Eh, they presented a PEER REVIEWED study. You got nuthin’ but regurgitated RightWing propaganda.

That’s NOT an “impasse”.


Give that man a cupie doll.


First, a repost of my predictions from June:

Back to the junk policies that aren’t worth the paper they’re written on, where if presented with anything more than minor medical bills, they can rescind the policy and stick you with massive medical bills. Back to annual and lifetime caps, and discrimination for pre-existing conditions.

Brace for a return to skyrocketing healthcare inflation, massive increases in medical bankruptcies, home foreclosures, and rising Poverty.

Now, reality bites:

Buyer Beware of Association Health Plans

These multi-state plans will also offer fewer consumer safeguards. In fact, they will not have to include protections for people with pre-existing conditions, nor will they be required to cover things like maternity care because they will not be subject to certain rules established by the Affordable Care Act (ACA).

If those facts aren’t enough to raise alarms about AHPs, consider this: If someone covered by an association plan gets sick and needs expensive treatments, that individual could be dropped from the plan - or the entire plan could be voided.

Encouraging people to leave the small-group market, however, will only harm small businesses by raising their premiums.

The Hill

(John Arensmeyer is the founder and CEO of Small Business Majority, which has a nationwide network of 58,000 small firms)
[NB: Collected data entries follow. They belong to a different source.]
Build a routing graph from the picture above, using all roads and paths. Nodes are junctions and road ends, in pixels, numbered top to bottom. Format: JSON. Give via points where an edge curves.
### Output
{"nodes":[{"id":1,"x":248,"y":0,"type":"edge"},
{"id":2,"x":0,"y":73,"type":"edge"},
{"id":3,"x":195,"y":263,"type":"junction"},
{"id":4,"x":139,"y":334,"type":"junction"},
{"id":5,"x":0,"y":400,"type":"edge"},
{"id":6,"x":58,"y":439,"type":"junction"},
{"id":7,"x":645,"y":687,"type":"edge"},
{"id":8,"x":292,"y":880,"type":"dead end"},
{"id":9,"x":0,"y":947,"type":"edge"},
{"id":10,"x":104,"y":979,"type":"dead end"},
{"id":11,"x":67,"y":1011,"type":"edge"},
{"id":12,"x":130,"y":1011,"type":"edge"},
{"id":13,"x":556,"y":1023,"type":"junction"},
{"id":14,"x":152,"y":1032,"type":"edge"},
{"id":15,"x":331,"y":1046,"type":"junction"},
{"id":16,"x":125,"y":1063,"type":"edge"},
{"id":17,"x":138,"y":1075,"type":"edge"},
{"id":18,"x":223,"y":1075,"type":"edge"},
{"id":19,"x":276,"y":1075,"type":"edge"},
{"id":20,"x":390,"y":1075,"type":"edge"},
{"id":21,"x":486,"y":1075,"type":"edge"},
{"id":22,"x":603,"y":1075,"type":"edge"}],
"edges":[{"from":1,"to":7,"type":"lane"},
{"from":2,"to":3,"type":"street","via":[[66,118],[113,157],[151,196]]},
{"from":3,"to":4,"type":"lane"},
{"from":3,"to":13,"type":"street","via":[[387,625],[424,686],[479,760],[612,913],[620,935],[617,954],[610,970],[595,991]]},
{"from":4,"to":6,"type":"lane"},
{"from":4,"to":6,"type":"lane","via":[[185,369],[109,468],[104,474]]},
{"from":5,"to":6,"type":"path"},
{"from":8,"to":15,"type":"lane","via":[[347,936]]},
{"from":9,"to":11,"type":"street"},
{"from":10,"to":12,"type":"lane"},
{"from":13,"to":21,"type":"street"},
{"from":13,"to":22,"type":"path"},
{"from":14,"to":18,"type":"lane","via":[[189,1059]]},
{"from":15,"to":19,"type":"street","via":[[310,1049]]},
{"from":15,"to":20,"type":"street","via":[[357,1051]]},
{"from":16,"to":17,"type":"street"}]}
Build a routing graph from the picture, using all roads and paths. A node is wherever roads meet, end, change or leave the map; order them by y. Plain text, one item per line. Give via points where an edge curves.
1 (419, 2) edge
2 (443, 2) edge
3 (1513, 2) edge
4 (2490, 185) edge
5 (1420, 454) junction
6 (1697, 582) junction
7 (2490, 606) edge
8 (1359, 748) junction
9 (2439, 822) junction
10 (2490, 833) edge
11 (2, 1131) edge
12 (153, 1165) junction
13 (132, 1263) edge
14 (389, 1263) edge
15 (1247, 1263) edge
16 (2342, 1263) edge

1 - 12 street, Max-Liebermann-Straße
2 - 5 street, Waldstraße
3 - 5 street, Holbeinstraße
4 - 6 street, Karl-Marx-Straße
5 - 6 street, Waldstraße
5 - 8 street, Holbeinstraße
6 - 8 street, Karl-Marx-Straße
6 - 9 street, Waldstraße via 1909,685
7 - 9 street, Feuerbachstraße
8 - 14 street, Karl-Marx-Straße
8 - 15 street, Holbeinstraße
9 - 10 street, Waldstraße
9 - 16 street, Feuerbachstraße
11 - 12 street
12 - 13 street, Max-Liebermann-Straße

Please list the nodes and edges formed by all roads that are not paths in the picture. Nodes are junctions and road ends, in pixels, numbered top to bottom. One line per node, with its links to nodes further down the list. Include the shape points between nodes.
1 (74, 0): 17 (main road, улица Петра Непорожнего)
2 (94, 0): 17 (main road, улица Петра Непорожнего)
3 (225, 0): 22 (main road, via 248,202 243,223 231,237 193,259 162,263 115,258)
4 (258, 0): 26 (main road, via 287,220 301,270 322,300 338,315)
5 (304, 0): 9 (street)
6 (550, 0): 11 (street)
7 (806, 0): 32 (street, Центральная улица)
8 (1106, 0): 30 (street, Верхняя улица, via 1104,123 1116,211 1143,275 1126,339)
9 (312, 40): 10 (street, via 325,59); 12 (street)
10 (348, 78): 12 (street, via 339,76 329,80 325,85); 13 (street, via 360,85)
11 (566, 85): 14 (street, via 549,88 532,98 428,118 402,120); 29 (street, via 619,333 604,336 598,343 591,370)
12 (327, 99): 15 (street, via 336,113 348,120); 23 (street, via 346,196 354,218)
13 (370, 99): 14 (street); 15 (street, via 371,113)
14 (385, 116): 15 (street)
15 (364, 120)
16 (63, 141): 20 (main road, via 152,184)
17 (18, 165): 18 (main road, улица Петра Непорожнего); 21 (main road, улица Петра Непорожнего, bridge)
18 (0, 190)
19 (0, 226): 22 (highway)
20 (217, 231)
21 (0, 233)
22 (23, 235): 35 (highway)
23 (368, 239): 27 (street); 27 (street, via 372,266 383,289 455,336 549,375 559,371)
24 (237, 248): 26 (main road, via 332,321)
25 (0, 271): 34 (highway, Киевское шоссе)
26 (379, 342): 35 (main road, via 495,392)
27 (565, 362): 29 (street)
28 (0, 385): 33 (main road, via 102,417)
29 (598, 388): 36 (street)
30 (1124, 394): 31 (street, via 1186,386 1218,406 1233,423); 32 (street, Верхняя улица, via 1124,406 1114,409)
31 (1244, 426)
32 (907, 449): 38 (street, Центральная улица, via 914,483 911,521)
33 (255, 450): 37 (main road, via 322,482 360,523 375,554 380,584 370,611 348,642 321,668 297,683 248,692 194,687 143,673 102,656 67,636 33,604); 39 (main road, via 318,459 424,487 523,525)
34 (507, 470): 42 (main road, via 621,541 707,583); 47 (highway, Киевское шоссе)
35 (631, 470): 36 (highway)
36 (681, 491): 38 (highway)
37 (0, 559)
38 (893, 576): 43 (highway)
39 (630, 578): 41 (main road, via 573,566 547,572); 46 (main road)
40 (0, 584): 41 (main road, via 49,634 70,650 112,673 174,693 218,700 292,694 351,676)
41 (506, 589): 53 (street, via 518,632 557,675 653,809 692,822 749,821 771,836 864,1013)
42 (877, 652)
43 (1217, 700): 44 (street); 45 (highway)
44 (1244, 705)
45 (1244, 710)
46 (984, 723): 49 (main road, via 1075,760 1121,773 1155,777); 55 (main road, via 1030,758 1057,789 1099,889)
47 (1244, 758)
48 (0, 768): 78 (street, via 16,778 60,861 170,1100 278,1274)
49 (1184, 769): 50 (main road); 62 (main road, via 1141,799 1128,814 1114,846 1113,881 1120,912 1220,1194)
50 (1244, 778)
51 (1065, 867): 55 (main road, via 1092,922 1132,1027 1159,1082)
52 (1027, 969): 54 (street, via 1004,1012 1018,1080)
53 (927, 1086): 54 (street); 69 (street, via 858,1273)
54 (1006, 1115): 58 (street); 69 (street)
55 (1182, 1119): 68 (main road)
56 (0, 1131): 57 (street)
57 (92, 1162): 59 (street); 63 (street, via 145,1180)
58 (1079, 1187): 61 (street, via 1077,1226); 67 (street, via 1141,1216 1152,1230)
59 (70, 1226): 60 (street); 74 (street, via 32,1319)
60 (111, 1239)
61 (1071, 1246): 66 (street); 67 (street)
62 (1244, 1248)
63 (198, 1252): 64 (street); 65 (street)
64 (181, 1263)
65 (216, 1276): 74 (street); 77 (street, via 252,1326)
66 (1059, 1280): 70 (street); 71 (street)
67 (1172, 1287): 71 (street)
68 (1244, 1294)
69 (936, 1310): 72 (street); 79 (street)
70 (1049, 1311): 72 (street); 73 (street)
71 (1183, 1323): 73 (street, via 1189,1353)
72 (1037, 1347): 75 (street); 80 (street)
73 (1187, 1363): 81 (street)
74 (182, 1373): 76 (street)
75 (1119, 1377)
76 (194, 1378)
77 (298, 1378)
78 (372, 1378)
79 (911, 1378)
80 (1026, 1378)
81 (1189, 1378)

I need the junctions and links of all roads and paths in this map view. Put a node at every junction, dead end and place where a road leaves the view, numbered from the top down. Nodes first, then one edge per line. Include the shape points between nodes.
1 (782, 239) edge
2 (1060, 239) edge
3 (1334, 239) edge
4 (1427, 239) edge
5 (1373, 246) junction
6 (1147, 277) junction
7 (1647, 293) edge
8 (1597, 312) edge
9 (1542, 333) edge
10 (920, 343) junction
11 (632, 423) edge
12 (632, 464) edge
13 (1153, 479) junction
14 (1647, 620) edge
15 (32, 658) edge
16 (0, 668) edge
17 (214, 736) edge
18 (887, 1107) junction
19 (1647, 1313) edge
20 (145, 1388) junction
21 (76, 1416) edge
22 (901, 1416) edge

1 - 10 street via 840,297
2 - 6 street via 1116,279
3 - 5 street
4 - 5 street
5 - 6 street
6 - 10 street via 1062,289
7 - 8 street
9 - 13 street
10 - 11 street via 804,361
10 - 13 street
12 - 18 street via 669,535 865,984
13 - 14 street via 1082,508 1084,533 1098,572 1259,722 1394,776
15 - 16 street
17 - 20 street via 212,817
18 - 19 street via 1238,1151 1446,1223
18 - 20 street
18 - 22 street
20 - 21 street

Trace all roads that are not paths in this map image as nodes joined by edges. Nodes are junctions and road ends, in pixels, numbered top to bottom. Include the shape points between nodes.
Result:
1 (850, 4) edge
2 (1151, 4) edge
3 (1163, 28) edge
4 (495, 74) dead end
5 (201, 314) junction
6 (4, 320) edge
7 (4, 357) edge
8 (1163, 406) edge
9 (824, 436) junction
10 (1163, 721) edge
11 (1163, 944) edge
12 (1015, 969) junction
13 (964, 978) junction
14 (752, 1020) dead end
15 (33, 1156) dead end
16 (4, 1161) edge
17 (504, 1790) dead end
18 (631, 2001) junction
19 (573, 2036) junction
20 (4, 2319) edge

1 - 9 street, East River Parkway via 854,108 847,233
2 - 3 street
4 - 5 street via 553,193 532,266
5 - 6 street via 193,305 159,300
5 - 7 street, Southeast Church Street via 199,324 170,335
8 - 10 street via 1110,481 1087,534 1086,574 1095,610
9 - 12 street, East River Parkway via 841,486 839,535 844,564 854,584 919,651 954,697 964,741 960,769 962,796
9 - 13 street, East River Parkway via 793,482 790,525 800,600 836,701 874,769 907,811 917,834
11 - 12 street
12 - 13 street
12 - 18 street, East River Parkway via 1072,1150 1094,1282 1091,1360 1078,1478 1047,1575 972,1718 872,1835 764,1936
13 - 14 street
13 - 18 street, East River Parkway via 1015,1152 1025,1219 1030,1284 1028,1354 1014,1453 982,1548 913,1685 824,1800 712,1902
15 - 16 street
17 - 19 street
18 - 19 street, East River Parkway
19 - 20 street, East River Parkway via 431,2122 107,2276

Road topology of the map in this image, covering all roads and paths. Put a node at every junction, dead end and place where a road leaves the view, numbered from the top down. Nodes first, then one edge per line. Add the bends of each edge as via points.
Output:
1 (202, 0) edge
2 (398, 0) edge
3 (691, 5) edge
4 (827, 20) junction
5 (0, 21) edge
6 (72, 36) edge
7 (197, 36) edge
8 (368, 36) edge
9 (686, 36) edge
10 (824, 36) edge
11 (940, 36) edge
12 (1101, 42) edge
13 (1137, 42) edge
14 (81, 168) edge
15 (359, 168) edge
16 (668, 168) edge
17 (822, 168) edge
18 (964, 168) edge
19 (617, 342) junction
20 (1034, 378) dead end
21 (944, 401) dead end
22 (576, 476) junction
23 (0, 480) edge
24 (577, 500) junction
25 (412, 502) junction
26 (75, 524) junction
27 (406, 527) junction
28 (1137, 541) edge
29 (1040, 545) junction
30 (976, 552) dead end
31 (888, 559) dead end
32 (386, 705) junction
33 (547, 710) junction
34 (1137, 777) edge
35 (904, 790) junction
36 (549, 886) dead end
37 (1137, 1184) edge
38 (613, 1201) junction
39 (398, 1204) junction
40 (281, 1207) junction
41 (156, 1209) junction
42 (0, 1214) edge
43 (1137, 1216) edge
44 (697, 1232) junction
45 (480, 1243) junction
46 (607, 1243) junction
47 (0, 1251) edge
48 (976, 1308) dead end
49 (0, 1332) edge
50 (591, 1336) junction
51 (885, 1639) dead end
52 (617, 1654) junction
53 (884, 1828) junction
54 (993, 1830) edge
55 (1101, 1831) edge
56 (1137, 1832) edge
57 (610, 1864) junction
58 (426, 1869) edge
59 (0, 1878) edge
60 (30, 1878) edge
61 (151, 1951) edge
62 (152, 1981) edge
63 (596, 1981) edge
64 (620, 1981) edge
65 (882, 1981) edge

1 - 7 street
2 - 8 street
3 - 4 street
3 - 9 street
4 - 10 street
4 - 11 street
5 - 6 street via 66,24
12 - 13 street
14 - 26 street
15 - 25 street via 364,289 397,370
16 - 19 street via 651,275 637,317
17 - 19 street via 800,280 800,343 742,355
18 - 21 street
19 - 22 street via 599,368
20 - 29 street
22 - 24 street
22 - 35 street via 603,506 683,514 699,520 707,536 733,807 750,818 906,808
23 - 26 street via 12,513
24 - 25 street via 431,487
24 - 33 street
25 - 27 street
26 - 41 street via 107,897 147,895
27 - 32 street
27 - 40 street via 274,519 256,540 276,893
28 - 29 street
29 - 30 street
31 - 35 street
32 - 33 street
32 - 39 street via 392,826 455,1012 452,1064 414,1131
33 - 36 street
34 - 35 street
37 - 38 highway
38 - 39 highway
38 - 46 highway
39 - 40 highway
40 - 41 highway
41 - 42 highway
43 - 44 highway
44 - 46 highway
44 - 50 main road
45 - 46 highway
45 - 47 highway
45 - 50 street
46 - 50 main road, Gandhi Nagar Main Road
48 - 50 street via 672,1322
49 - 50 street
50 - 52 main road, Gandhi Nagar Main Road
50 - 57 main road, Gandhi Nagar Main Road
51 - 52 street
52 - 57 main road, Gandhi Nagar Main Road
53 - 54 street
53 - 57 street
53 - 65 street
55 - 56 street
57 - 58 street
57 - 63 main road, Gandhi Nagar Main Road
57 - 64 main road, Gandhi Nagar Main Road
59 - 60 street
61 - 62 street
As I previously posted, when contrasting U.S. healthcare to the rest of the industrialized world, they win hands down. Not. Even. Close.


While true that our graph looks bad compared to everyone else, I wonder how much of that is due to the horrible eating habits of most Americans.


When I go to Walmart there are 450 pound people that use a scooter because they are not able to walk through the store with their own strength. Average American Woman weights 165 pounds now. I don’t think other countries have anywhere near the problem that we have.


Indeed, most other countries in the world have much healthier living habits as far as eating and exercise. They eat much less fast food. I don’t think healthcare is the issue here but more likely the habits of taking care of themselves.


Actually, we hashed this out previously @ FW. I’ll not go down the list, but the French eat way more butters and cheeses and heavy sauces than we do (which our experts claim is extremely unhealthy), and drink way more wine, but they are much healthier than we are and live longer.